• [DATASET ENTRIES]
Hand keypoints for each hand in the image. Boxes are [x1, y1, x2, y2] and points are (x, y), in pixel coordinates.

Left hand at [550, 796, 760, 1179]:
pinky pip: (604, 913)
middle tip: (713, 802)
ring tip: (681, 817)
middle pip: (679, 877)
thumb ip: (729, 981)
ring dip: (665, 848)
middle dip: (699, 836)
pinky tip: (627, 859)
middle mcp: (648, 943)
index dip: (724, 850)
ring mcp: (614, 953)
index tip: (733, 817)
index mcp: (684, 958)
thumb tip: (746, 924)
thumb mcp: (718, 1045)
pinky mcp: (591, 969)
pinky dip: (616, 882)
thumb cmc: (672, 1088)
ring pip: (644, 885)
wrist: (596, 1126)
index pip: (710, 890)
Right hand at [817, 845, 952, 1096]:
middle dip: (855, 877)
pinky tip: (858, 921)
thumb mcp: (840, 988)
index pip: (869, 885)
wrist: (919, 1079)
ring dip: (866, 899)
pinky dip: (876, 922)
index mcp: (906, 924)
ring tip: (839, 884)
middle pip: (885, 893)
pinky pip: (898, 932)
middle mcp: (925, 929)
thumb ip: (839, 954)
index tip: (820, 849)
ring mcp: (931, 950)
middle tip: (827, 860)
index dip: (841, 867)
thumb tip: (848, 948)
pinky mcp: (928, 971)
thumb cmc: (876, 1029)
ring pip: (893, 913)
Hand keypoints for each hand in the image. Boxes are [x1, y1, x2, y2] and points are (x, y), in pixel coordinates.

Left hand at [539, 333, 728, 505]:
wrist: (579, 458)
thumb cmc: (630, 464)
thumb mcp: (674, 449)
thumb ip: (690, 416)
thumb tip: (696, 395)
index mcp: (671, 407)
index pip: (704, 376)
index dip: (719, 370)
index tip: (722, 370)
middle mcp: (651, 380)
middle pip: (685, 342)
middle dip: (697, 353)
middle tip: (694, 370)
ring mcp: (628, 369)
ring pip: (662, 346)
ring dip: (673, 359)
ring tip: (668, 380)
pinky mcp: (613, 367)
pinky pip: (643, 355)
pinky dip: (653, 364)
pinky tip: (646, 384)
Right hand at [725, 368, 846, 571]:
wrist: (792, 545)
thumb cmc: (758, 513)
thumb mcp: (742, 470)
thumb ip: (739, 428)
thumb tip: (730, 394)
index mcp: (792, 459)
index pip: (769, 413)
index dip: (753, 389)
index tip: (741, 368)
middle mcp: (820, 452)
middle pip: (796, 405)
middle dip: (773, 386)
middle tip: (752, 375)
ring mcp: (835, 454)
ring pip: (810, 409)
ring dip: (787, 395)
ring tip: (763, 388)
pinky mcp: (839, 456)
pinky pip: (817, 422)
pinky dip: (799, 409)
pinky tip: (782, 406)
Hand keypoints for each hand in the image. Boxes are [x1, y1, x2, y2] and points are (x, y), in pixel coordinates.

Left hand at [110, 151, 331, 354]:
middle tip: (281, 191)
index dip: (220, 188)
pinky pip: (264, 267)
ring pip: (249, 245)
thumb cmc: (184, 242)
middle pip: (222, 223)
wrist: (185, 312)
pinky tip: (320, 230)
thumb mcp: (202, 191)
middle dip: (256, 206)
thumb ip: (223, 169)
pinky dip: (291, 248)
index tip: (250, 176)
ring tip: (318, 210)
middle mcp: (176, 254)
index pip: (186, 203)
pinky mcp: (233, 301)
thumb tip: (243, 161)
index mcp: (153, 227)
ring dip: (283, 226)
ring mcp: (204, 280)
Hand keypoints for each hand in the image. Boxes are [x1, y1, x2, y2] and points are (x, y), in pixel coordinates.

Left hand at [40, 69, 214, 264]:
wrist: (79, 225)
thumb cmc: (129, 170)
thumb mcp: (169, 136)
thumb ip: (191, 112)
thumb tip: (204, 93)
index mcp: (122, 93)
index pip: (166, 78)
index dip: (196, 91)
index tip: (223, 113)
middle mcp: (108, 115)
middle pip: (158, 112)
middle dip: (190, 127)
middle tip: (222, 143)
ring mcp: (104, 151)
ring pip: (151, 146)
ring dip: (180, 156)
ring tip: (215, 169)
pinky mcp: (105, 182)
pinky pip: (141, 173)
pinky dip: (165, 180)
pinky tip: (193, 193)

• [YOUR OBJECTIVE] Please transcribe the material above in full, keeping every character intact.

• [EXERCISE ANSWER]
Hand keypoints for each hand in the image. Boxes are [x1, y1, x2, y2] and points are (x, y), in pixel coordinates.

Left hand at [550, 796, 760, 1179]:
pinky pip: (604, 913)
middle tip: (713, 802)
ring tip: (681, 817)
middle pip: (679, 877)
thumb ip: (729, 981)
ring dip: (665, 848)
middle dip: (699, 836)
pinky tip: (627, 859)
middle mcp: (648, 943)
index dip: (724, 850)
ring mcp: (614, 953)
index tip: (733, 817)
index mcp: (684, 958)
thumb tip: (746, 924)
thumb mcp: (718, 1045)
pinky mcp: (591, 969)
pinky dip: (616, 882)
thumb cmc: (672, 1088)
ring pip: (644, 885)
wrist: (596, 1126)
index pip: (710, 890)
Right hand at [817, 845, 952, 1096]:
middle dip: (855, 877)
pinky tip: (858, 921)
thumb mcp: (840, 988)
index pip: (869, 885)
wrist: (919, 1079)
ring dip: (866, 899)
pinky dip: (876, 922)
index mcp: (906, 924)
ring tip: (839, 884)
middle pip: (885, 893)
pinky pip: (898, 932)
middle mcp: (925, 929)
thumb ip: (839, 954)
index tip: (820, 849)
ring mcp: (931, 950)
middle tip: (827, 860)
index dip: (841, 867)
thumb tip: (848, 948)
pinky mcp: (928, 971)
thumb cmc: (876, 1029)
ring pip: (893, 913)
Hand keypoints for each hand in the image. Boxes are [x1, y1, x2, y2] and points are (x, y), in pixel coordinates.

Left hand at [539, 333, 728, 505]:
wrist: (579, 458)
thumb cmc: (630, 464)
thumb mcp: (674, 449)
thumb ip: (690, 416)
thumb tip: (696, 395)
index mcp: (671, 407)
index pip: (704, 376)
index dip: (719, 370)
index tip: (722, 370)
middle mcp: (651, 380)
middle pip: (685, 342)
middle dip: (697, 353)
middle tip: (694, 370)
ring mcp: (628, 369)
ring pip: (662, 346)
ring dip: (673, 359)
ring tip: (668, 380)
pinky mcp: (613, 367)
pinky pip: (643, 355)
pinky dip: (653, 364)
pinky tip: (646, 384)
Right hand at [725, 368, 846, 571]:
wrist: (792, 545)
thumb cmc: (758, 513)
thumb mcp: (742, 470)
thumb ip: (739, 428)
thumb tip: (730, 394)
index mcp: (792, 459)
index pip: (769, 413)
index dip: (753, 389)
index tip: (741, 368)
middle mcp: (820, 452)
middle pip: (796, 405)
middle dip: (773, 386)
middle tip: (752, 375)
ring mcp: (835, 454)
ring pip: (810, 409)
ring dip: (787, 395)
ring tip: (763, 388)
pinky mcp: (839, 456)
pinky pip: (817, 422)
pinky dip: (799, 409)
pinky tip: (782, 406)
Hand keypoints for each hand in the image. Boxes are [x1, y1, x2, y2] and points are (x, y), in pixel coordinates.

Left hand at [110, 151, 331, 354]:
middle tip: (281, 191)
index dip: (220, 188)
pinky pip: (264, 267)
ring pip: (249, 245)
thumb cmc: (184, 242)
middle pip: (222, 223)
wrist: (185, 312)
pinky tip: (320, 230)
thumb mcp: (202, 191)
middle dip: (256, 206)
thumb ip: (223, 169)
pinky dip: (291, 248)
index tip: (250, 176)
ring tip: (318, 210)
middle mcp: (176, 254)
index pip: (186, 203)
pinky mcp: (233, 301)
thumb tip: (243, 161)
index mcp: (153, 227)
ring dip: (283, 226)
ring mcp: (204, 280)
Hand keypoints for each hand in the image. Boxes are [x1, y1, x2, y2] and points are (x, y), in pixel coordinates.

Left hand at [40, 69, 214, 264]:
wrist: (79, 225)
thumb cmc: (129, 170)
thumb mcp: (169, 136)
thumb ip: (191, 112)
thumb tip: (204, 93)
index mcp: (122, 93)
index pip: (166, 78)
index dip: (196, 91)
index tip: (223, 113)
middle mcp: (108, 115)
middle pip: (158, 112)
middle dip: (190, 127)
middle tip: (222, 143)
ring mcp: (104, 151)
ring pip: (151, 146)
ring dip: (180, 156)
ring tip: (215, 169)
pinky mcp: (105, 182)
pinky pip: (141, 173)
pinky dip: (165, 180)
pinky tip: (193, 193)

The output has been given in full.